[[ Input material, beginning ]]

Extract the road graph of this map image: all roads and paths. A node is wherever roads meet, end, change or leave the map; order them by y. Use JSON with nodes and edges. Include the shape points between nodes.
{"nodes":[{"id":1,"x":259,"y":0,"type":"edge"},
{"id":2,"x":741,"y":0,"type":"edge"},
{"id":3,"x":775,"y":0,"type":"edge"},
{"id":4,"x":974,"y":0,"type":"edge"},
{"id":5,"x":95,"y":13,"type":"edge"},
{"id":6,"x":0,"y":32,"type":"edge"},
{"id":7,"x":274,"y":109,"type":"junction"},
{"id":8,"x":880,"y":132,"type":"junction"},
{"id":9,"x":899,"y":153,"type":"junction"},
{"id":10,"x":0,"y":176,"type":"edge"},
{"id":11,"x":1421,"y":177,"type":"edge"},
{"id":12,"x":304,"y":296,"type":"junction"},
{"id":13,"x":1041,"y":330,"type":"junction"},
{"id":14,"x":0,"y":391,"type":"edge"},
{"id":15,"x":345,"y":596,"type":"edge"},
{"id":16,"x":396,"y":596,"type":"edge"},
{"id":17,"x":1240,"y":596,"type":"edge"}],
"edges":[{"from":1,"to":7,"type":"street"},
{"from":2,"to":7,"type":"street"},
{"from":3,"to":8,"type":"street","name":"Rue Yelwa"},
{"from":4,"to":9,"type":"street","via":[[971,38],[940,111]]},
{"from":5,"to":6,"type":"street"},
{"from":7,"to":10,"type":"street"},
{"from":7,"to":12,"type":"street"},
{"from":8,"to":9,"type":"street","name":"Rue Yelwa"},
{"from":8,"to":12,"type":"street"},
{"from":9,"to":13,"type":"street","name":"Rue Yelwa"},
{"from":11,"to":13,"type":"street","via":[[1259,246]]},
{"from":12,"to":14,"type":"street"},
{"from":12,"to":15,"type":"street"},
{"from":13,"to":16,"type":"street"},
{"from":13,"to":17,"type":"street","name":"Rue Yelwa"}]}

[[ Input material, end ]]
[[ Input material, beginning ]]

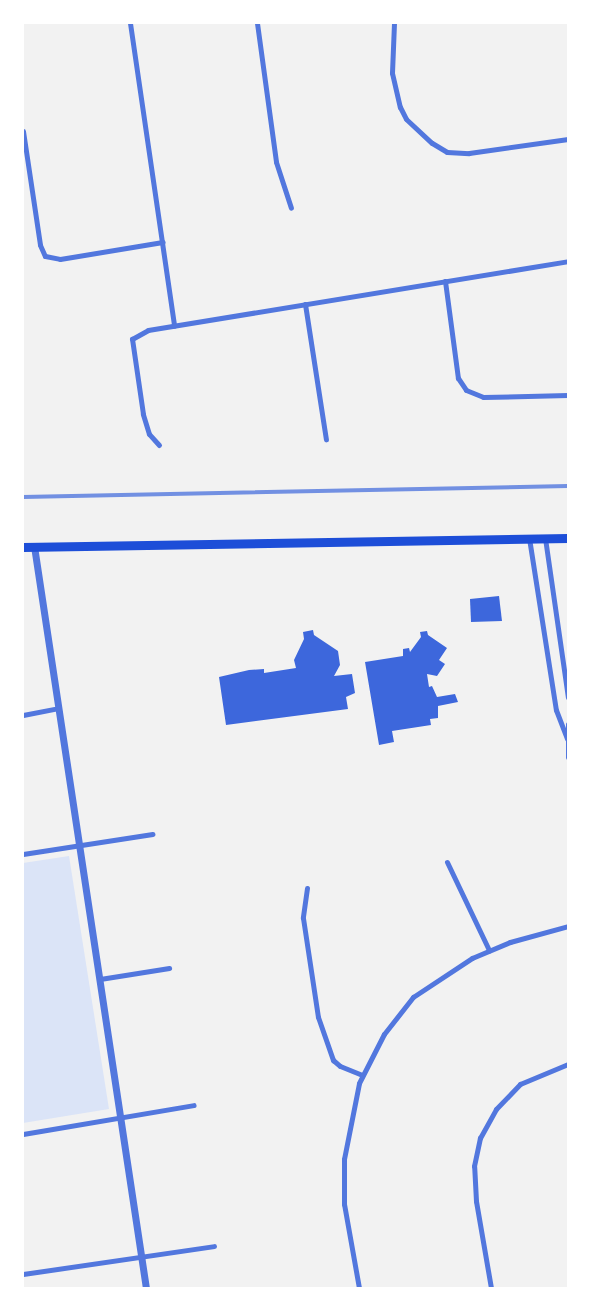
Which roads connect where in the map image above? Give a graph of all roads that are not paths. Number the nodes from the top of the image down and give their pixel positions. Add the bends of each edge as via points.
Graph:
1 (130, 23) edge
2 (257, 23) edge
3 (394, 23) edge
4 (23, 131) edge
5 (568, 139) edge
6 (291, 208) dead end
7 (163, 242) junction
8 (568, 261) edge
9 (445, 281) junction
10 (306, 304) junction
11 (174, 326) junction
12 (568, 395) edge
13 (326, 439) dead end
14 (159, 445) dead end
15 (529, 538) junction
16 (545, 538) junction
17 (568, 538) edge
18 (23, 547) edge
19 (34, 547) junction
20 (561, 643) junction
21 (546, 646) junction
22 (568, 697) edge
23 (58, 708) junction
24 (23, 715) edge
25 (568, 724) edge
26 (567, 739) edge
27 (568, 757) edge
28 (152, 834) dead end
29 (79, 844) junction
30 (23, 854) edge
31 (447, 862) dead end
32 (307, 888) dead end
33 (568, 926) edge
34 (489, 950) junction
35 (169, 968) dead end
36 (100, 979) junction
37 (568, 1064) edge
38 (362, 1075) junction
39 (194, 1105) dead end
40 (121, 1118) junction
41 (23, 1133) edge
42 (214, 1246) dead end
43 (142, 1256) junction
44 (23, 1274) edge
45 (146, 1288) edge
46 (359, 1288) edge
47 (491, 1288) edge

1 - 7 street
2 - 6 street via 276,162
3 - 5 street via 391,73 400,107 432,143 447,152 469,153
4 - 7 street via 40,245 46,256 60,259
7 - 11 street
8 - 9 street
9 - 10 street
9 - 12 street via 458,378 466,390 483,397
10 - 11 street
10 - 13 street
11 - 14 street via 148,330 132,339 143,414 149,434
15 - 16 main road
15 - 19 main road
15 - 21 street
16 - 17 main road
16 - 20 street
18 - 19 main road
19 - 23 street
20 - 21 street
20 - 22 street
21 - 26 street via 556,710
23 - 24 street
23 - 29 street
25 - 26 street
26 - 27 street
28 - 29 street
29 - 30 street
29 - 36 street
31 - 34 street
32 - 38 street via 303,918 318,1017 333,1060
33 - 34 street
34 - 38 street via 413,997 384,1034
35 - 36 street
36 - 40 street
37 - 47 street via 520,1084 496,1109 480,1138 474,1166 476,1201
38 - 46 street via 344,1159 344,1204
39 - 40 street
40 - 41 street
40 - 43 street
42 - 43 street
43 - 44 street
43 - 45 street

[[ Input material, end ]]

Task directions: Starting from the records above, copy each line where the string "main" is found.

Task response:
15 - 16 main road
15 - 19 main road
16 - 17 main road
18 - 19 main road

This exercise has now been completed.